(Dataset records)
────────────────────────────────────────

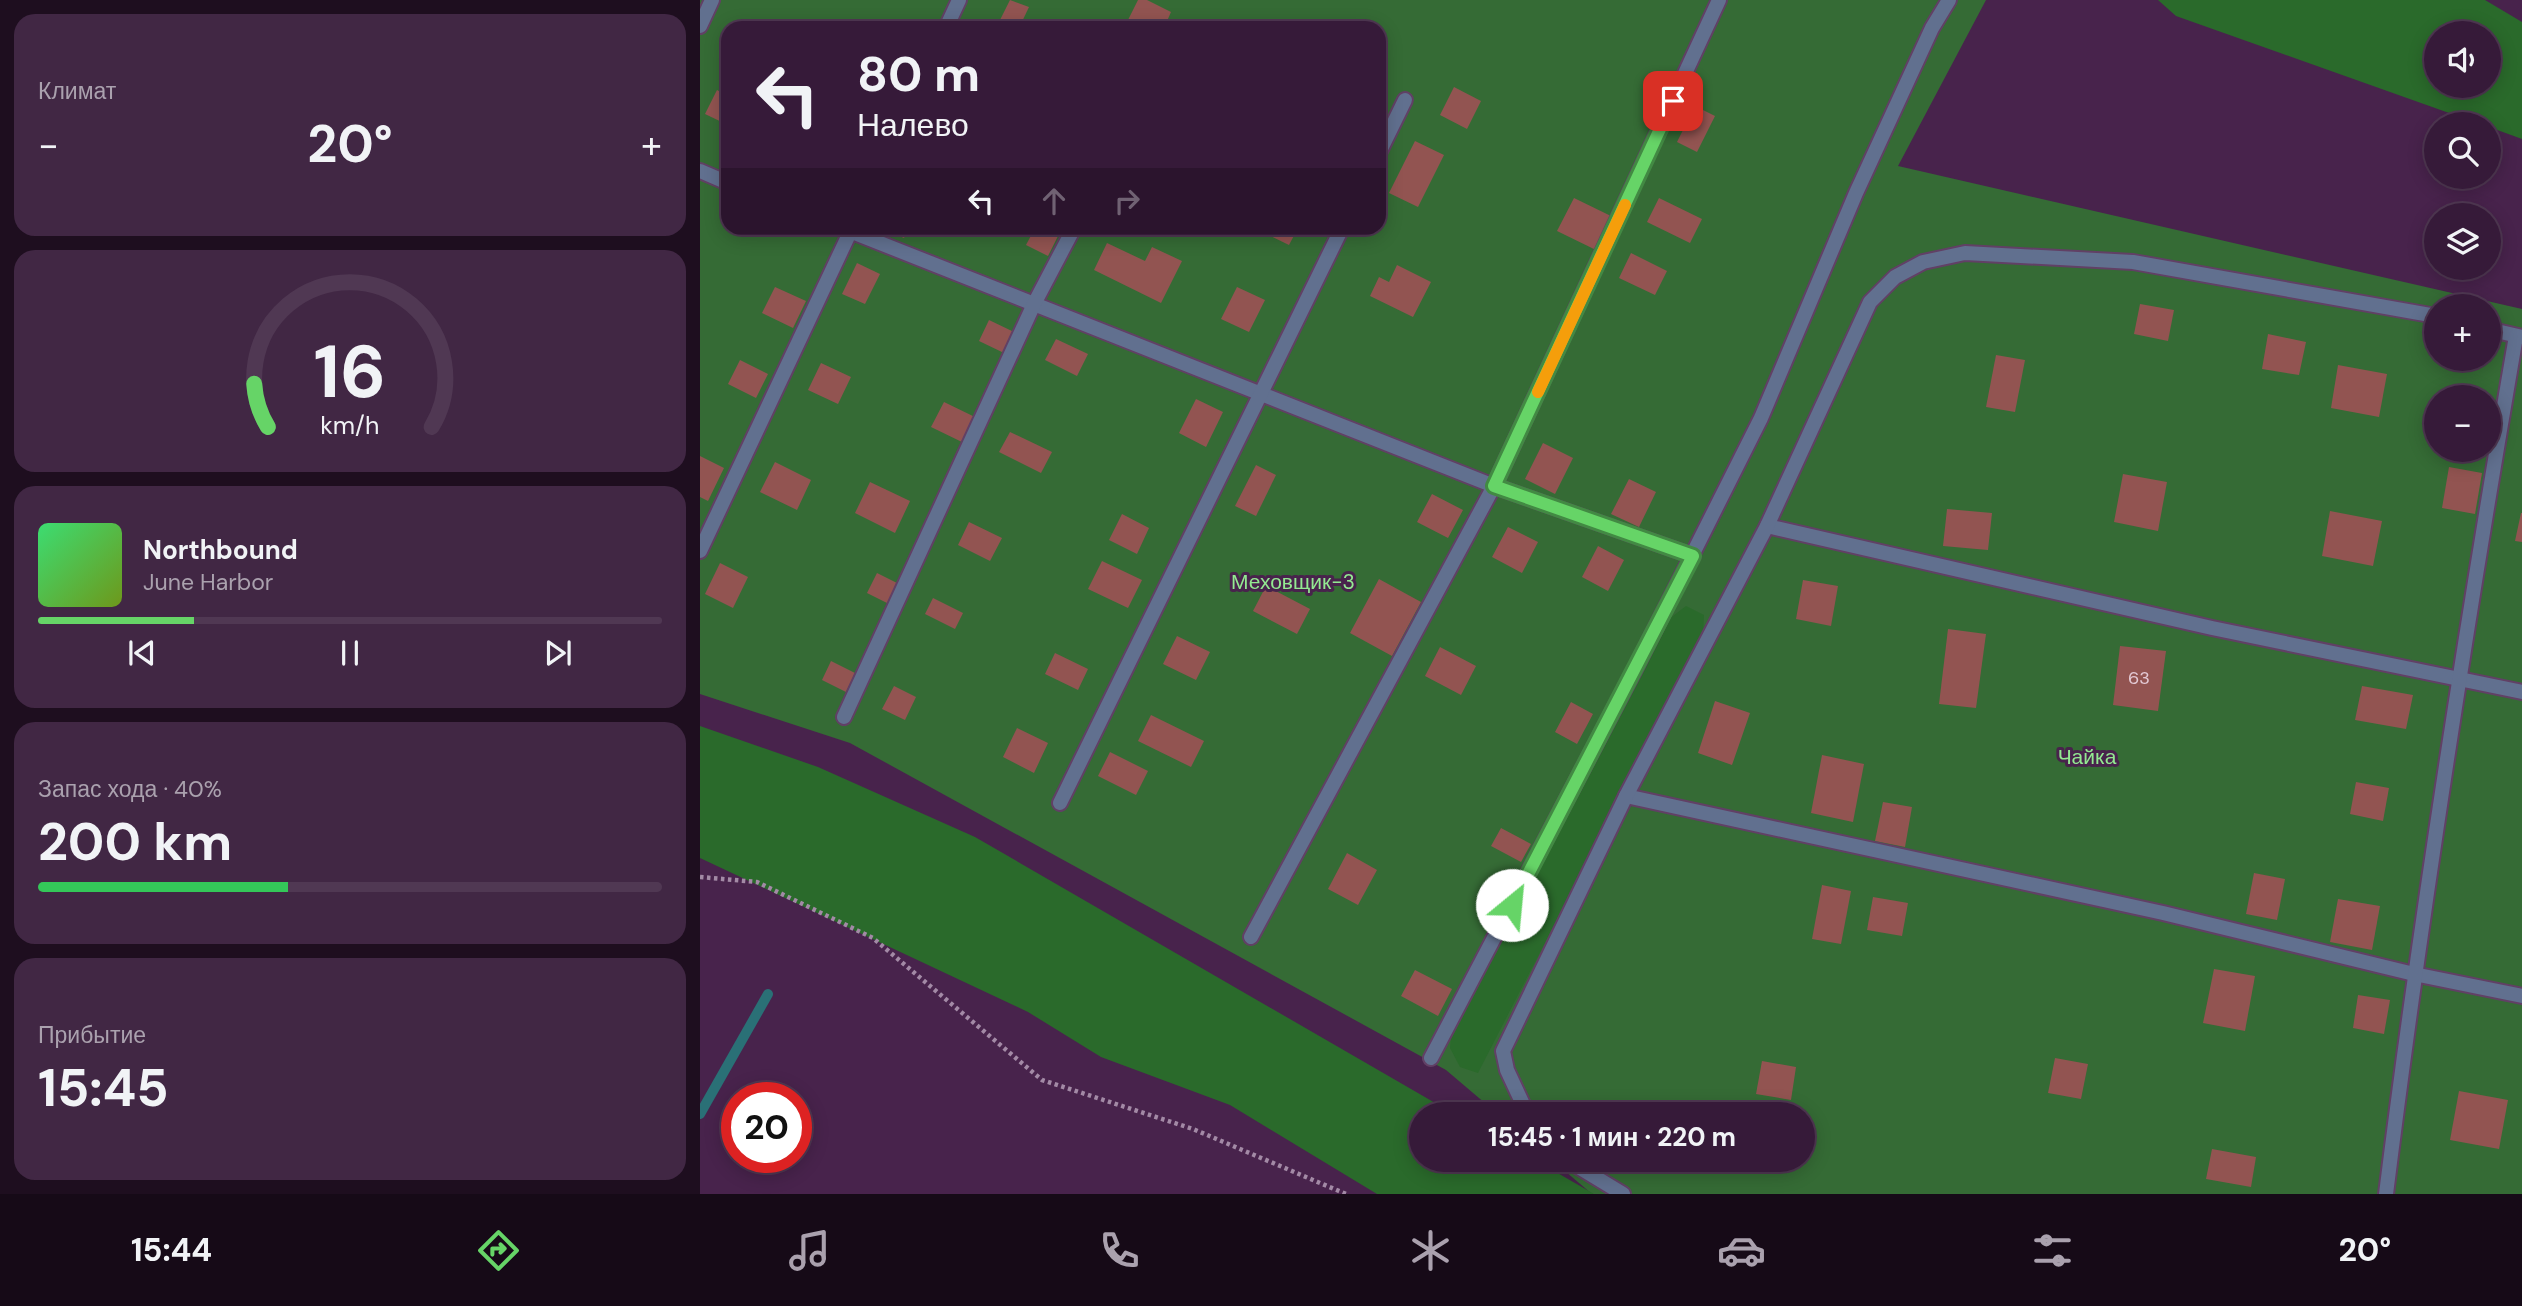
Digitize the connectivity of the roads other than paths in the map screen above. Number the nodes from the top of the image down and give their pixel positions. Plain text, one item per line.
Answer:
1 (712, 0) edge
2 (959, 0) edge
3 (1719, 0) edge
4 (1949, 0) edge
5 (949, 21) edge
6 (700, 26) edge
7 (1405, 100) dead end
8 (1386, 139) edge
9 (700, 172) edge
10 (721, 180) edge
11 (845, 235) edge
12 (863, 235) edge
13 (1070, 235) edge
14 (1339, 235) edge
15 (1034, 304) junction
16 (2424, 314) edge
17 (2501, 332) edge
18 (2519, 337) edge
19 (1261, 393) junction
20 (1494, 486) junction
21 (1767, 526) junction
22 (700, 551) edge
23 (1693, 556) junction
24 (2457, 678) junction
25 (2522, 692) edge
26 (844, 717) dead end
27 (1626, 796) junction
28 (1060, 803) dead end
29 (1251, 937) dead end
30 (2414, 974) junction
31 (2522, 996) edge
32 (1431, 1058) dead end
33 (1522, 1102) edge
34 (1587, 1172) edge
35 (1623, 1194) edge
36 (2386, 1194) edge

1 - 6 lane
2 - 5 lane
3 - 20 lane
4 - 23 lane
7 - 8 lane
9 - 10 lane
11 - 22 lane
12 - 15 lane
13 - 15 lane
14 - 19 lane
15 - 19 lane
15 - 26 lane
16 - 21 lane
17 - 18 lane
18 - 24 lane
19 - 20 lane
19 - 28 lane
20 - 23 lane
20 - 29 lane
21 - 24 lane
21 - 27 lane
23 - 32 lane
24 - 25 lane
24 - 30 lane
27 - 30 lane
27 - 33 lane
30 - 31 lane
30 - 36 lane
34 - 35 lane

────────────────────────────────────────

Could you return each entry word for word, with the images omitted?

Digitize the connectivity of the roads other than paths in the map screen above. Number the nodes from the top of the image down and give their pixel positions. Plain text, one item per line.
Answer:
1 (712, 0) edge
2 (959, 0) edge
3 (1719, 0) edge
4 (1949, 0) edge
5 (949, 21) edge
6 (700, 26) edge
7 (1405, 100) dead end
8 (1386, 139) edge
9 (700, 172) edge
10 (721, 180) edge
11 (845, 235) edge
12 (863, 235) edge
13 (1070, 235) edge
14 (1339, 235) edge
15 (1034, 304) junction
16 (2424, 314) edge
17 (2501, 332) edge
18 (2519, 337) edge
19 (1261, 393) junction
20 (1494, 486) junction
21 (1767, 526) junction
22 (700, 551) edge
23 (1693, 556) junction
24 (2457, 678) junction
25 (2522, 692) edge
26 (844, 717) dead end
27 (1626, 796) junction
28 (1060, 803) dead end
29 (1251, 937) dead end
30 (2414, 974) junction
31 (2522, 996) edge
32 (1431, 1058) dead end
33 (1522, 1102) edge
34 (1587, 1172) edge
35 (1623, 1194) edge
36 (2386, 1194) edge

1 - 6 lane
2 - 5 lane
3 - 20 lane
4 - 23 lane
7 - 8 lane
9 - 10 lane
11 - 22 lane
12 - 15 lane
13 - 15 lane
14 - 19 lane
15 - 19 lane
15 - 26 lane
16 - 21 lane
17 - 18 lane
18 - 24 lane
19 - 20 lane
19 - 28 lane
20 - 23 lane
20 - 29 lane
21 - 24 lane
21 - 27 lane
23 - 32 lane
24 - 25 lane
24 - 30 lane
27 - 30 lane
27 - 33 lane
30 - 31 lane
30 - 36 lane
34 - 35 lane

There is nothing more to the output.